§ Dataset entries:
* * * * * * * * *
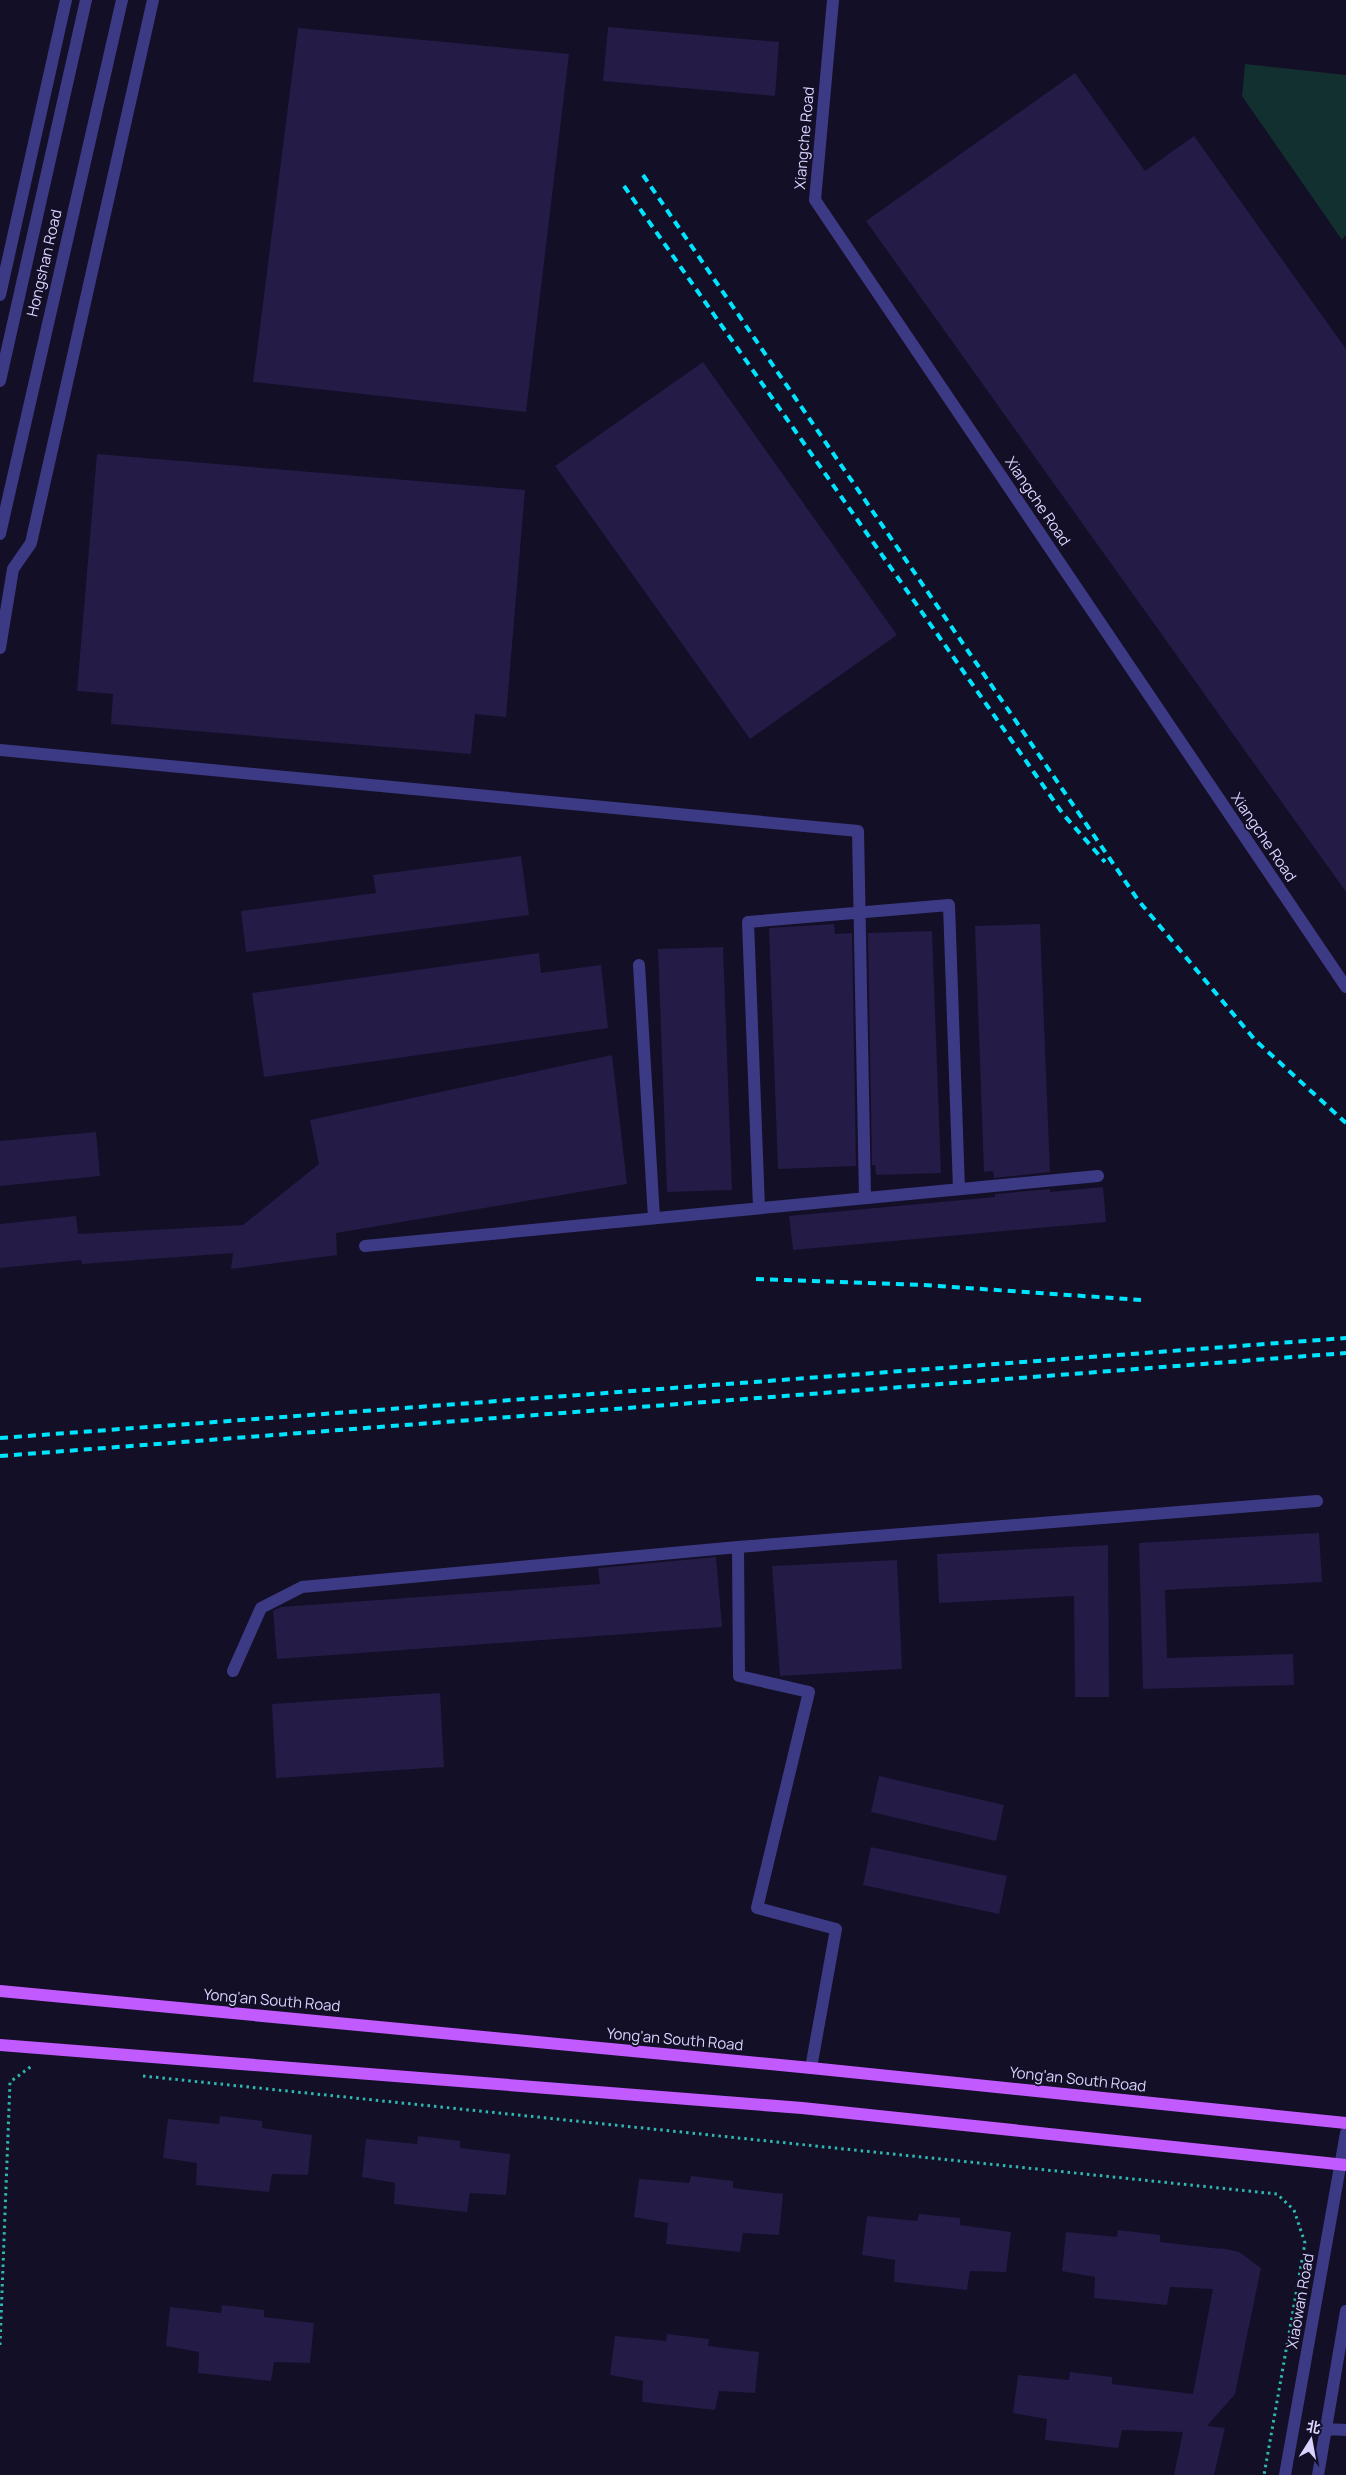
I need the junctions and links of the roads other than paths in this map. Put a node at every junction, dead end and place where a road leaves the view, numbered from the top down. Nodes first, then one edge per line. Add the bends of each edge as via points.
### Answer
1 (66, 0) edge
2 (86, 0) edge
3 (122, 0) edge
4 (153, 0) edge
5 (833, 0) edge
6 (0, 295) edge
7 (0, 380) edge
8 (0, 534) edge
9 (0, 648) edge
10 (0, 750) edge
11 (859, 911) junction
12 (639, 964) dead end
13 (1346, 988) edge
14 (1098, 1176) dead end
15 (959, 1189) junction
16 (865, 1198) junction
17 (759, 1208) junction
18 (654, 1218) junction
19 (365, 1246) dead end
20 (1317, 1501) dead end
21 (738, 1546) junction
22 (233, 1671) dead end
23 (0, 1991) edge
24 (0, 2046) edge
25 (811, 2068) junction
26 (1346, 2123) edge
27 (1346, 2133) edge
28 (1343, 2165) edge
29 (1346, 2311) edge
30 (1326, 2429) junction
31 (1346, 2430) edge
32 (1285, 2475) edge
33 (1318, 2475) edge

1 - 6 street
2 - 7 street, Hongshan Road
3 - 8 street, Hongshan Road
4 - 9 street via 31,543 13,569
5 - 13 street, Xiangche Road via 815,200
10 - 11 street via 858,831
11 - 15 street via 949,905
11 - 16 street
11 - 17 street via 748,922
12 - 18 street
14 - 15 street
15 - 16 street
16 - 17 street
17 - 18 street
18 - 19 street
20 - 21 street
21 - 22 street via 302,1588 261,1608
21 - 25 street via 739,1676 810,1692 757,1908 836,1929
23 - 25 main road, Yong'an South Road
24 - 28 main road via 802,2108
25 - 26 main road, Yong'an South Road
27 - 28 street, Xiaowan Road
28 - 32 street, Xiaowan Road
29 - 30 street
30 - 31 street
30 - 33 street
* * * * * * * * *
§ What you are asked to do: Because pictures are not wanted, give every entry above again exactly without them.

§ Solved problem:
I need the junctions and links of the roads other than paths in this map. Put a node at every junction, dead end and place where a road leaves the view, numbered from the top down. Nodes first, then one edge per line. Add the bends of each edge as via points.
### Answer
1 (66, 0) edge
2 (86, 0) edge
3 (122, 0) edge
4 (153, 0) edge
5 (833, 0) edge
6 (0, 295) edge
7 (0, 380) edge
8 (0, 534) edge
9 (0, 648) edge
10 (0, 750) edge
11 (859, 911) junction
12 (639, 964) dead end
13 (1346, 988) edge
14 (1098, 1176) dead end
15 (959, 1189) junction
16 (865, 1198) junction
17 (759, 1208) junction
18 (654, 1218) junction
19 (365, 1246) dead end
20 (1317, 1501) dead end
21 (738, 1546) junction
22 (233, 1671) dead end
23 (0, 1991) edge
24 (0, 2046) edge
25 (811, 2068) junction
26 (1346, 2123) edge
27 (1346, 2133) edge
28 (1343, 2165) edge
29 (1346, 2311) edge
30 (1326, 2429) junction
31 (1346, 2430) edge
32 (1285, 2475) edge
33 (1318, 2475) edge

1 - 6 street
2 - 7 street, Hongshan Road
3 - 8 street, Hongshan Road
4 - 9 street via 31,543 13,569
5 - 13 street, Xiangche Road via 815,200
10 - 11 street via 858,831
11 - 15 street via 949,905
11 - 16 street
11 - 17 street via 748,922
12 - 18 street
14 - 15 street
15 - 16 street
16 - 17 street
17 - 18 street
18 - 19 street
20 - 21 street
21 - 22 street via 302,1588 261,1608
21 - 25 street via 739,1676 810,1692 757,1908 836,1929
23 - 25 main road, Yong'an South Road
24 - 28 main road via 802,2108
25 - 26 main road, Yong'an South Road
27 - 28 street, Xiaowan Road
28 - 32 street, Xiaowan Road
29 - 30 street
30 - 31 street
30 - 33 street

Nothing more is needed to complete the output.